- _What to do_: Without including any images, reproduce each entry exactly.

Stored data entries
● ● ● ● ●

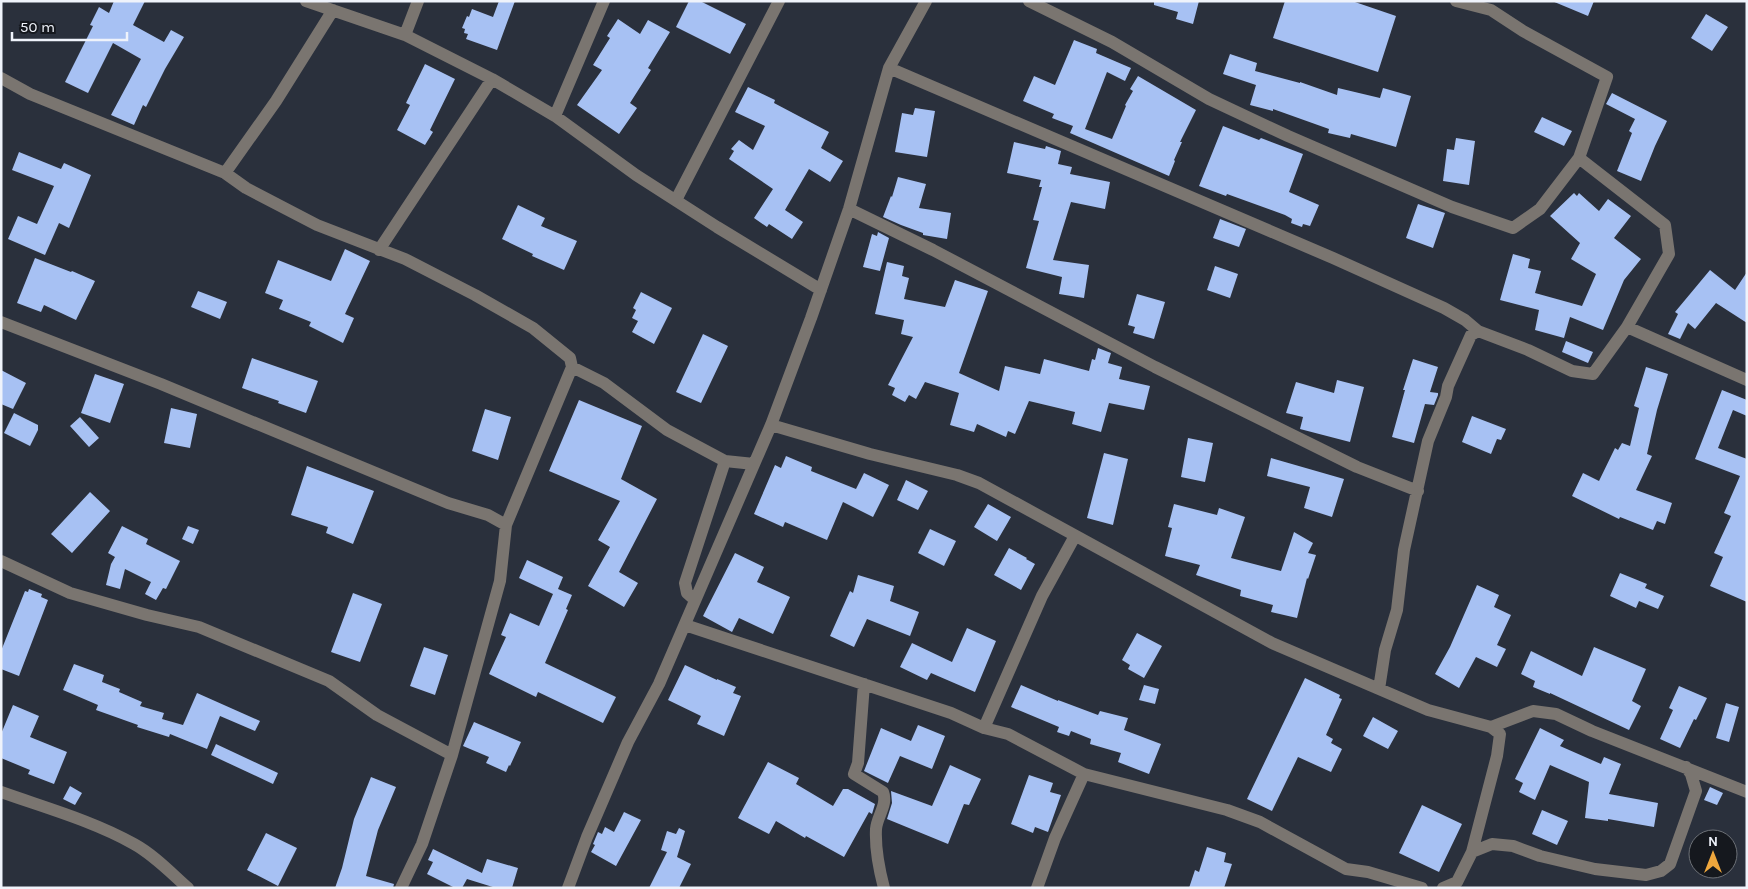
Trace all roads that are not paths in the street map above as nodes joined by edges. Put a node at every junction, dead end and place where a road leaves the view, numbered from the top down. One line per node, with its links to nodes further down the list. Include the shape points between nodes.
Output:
1 (306, 1): 8 (street)
2 (418, 1): 9 (street)
3 (604, 1): 13 (street)
4 (780, 1): 16 (street)
5 (926, 1): 10 (street)
6 (1029, 1): 14 (street, via 1112,42 1209,99 1452,207 1512,228 1540,209)
7 (1456, 1): 14 (street, via 1491,10 1523,32 1607,77)
8 (333, 10): 9 (street); 15 (street, via 276,101)
9 (406, 35): 12 (street)
10 (889, 68): 17 (street); 22 (street, via 1333,258 1444,308)
11 (1, 78): 15 (street, via 30,94)
12 (492, 79): 13 (street); 18 (street)
13 (555, 116): 16 (street)
14 (1579, 158): 21 (street, via 1665,225 1670,254)
15 (225, 173): 18 (street, via 246,188 317,225)
16 (676, 200): 19 (street)
17 (849, 209): 19 (street); 28 (street, via 1348,463)
18 (379, 250): 23 (street, via 422,268 533,328 570,358)
19 (821, 290): 25 (street)
20 (1, 322): 29 (street, via 161,384 448,503 488,515)
21 (1627, 327): 22 (street, via 1593,374 1572,371); 24 (street)
22 (1478, 331): 28 (street, via 1471,335 1448,386 1428,441)
23 (572, 367): 26 (street, via 604,383 667,430); 29 (street)
24 (1747, 380)
25 (771, 425): 27 (street); 30 (street, via 979,483)
26 (725, 461): 27 (street); 32 (street, via 685,583 686,593)
27 (754, 464): 32 (street)
28 (1418, 491): 35 (street)
29 (506, 525): 38 (street, via 500,581)
30 (1075, 536): 35 (street, via 1272,642); 37 (street, via 1042,596)
31 (1, 561): 38 (street, via 70,593 199,627 329,682 377,715)
32 (695, 600): 33 (street)
33 (684, 625): 34 (street); 46 (street, via 659,684 628,742)
34 (864, 684): 37 (street, via 952,713); 47 (street, via 858,763 854,774 883,792 884,803 876,834)
35 (1379, 689): 36 (street, via 1428,710)
36 (1491, 726): 39 (street, via 1533,711 1556,714); 43 (street, via 1500,734 1497,756)
37 (984, 728): 40 (street, via 1008,734)
38 (452, 755): 45 (street, via 422,844)
39 (1686, 767): 42 (street); 43 (street, via 1696,791 1670,864 1661,871 1646,875 1595,869 1512,846 1492,844)
40 (1084, 774): 48 (street); 49 (street, via 1227,810 1260,822 1346,869)
41 (1, 792): 44 (street, via 136,844)
42 (1747, 792)
43 (1472, 852): 50 (street, via 1457,882)
44 (188, 888)
45 (401, 888)
46 (568, 888)
47 (884, 888)
48 (1037, 888)
49 (1422, 888)
50 (1442, 888)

● ● ● ● ●

- _Output for this task_:
Trace all roads that are not paths in the street map above as nodes joined by edges. Put a node at every junction, dead end and place where a road leaves the view, numbered from the top down. One line per node, with its links to nodes further down the list. Include the shape points between nodes.
Output:
1 (306, 1): 8 (street)
2 (418, 1): 9 (street)
3 (604, 1): 13 (street)
4 (780, 1): 16 (street)
5 (926, 1): 10 (street)
6 (1029, 1): 14 (street, via 1112,42 1209,99 1452,207 1512,228 1540,209)
7 (1456, 1): 14 (street, via 1491,10 1523,32 1607,77)
8 (333, 10): 9 (street); 15 (street, via 276,101)
9 (406, 35): 12 (street)
10 (889, 68): 17 (street); 22 (street, via 1333,258 1444,308)
11 (1, 78): 15 (street, via 30,94)
12 (492, 79): 13 (street); 18 (street)
13 (555, 116): 16 (street)
14 (1579, 158): 21 (street, via 1665,225 1670,254)
15 (225, 173): 18 (street, via 246,188 317,225)
16 (676, 200): 19 (street)
17 (849, 209): 19 (street); 28 (street, via 1348,463)
18 (379, 250): 23 (street, via 422,268 533,328 570,358)
19 (821, 290): 25 (street)
20 (1, 322): 29 (street, via 161,384 448,503 488,515)
21 (1627, 327): 22 (street, via 1593,374 1572,371); 24 (street)
22 (1478, 331): 28 (street, via 1471,335 1448,386 1428,441)
23 (572, 367): 26 (street, via 604,383 667,430); 29 (street)
24 (1747, 380)
25 (771, 425): 27 (street); 30 (street, via 979,483)
26 (725, 461): 27 (street); 32 (street, via 685,583 686,593)
27 (754, 464): 32 (street)
28 (1418, 491): 35 (street)
29 (506, 525): 38 (street, via 500,581)
30 (1075, 536): 35 (street, via 1272,642); 37 (street, via 1042,596)
31 (1, 561): 38 (street, via 70,593 199,627 329,682 377,715)
32 (695, 600): 33 (street)
33 (684, 625): 34 (street); 46 (street, via 659,684 628,742)
34 (864, 684): 37 (street, via 952,713); 47 (street, via 858,763 854,774 883,792 884,803 876,834)
35 (1379, 689): 36 (street, via 1428,710)
36 (1491, 726): 39 (street, via 1533,711 1556,714); 43 (street, via 1500,734 1497,756)
37 (984, 728): 40 (street, via 1008,734)
38 (452, 755): 45 (street, via 422,844)
39 (1686, 767): 42 (street); 43 (street, via 1696,791 1670,864 1661,871 1646,875 1595,869 1512,846 1492,844)
40 (1084, 774): 48 (street); 49 (street, via 1227,810 1260,822 1346,869)
41 (1, 792): 44 (street, via 136,844)
42 (1747, 792)
43 (1472, 852): 50 (street, via 1457,882)
44 (188, 888)
45 (401, 888)
46 (568, 888)
47 (884, 888)
48 (1037, 888)
49 (1422, 888)
50 (1442, 888)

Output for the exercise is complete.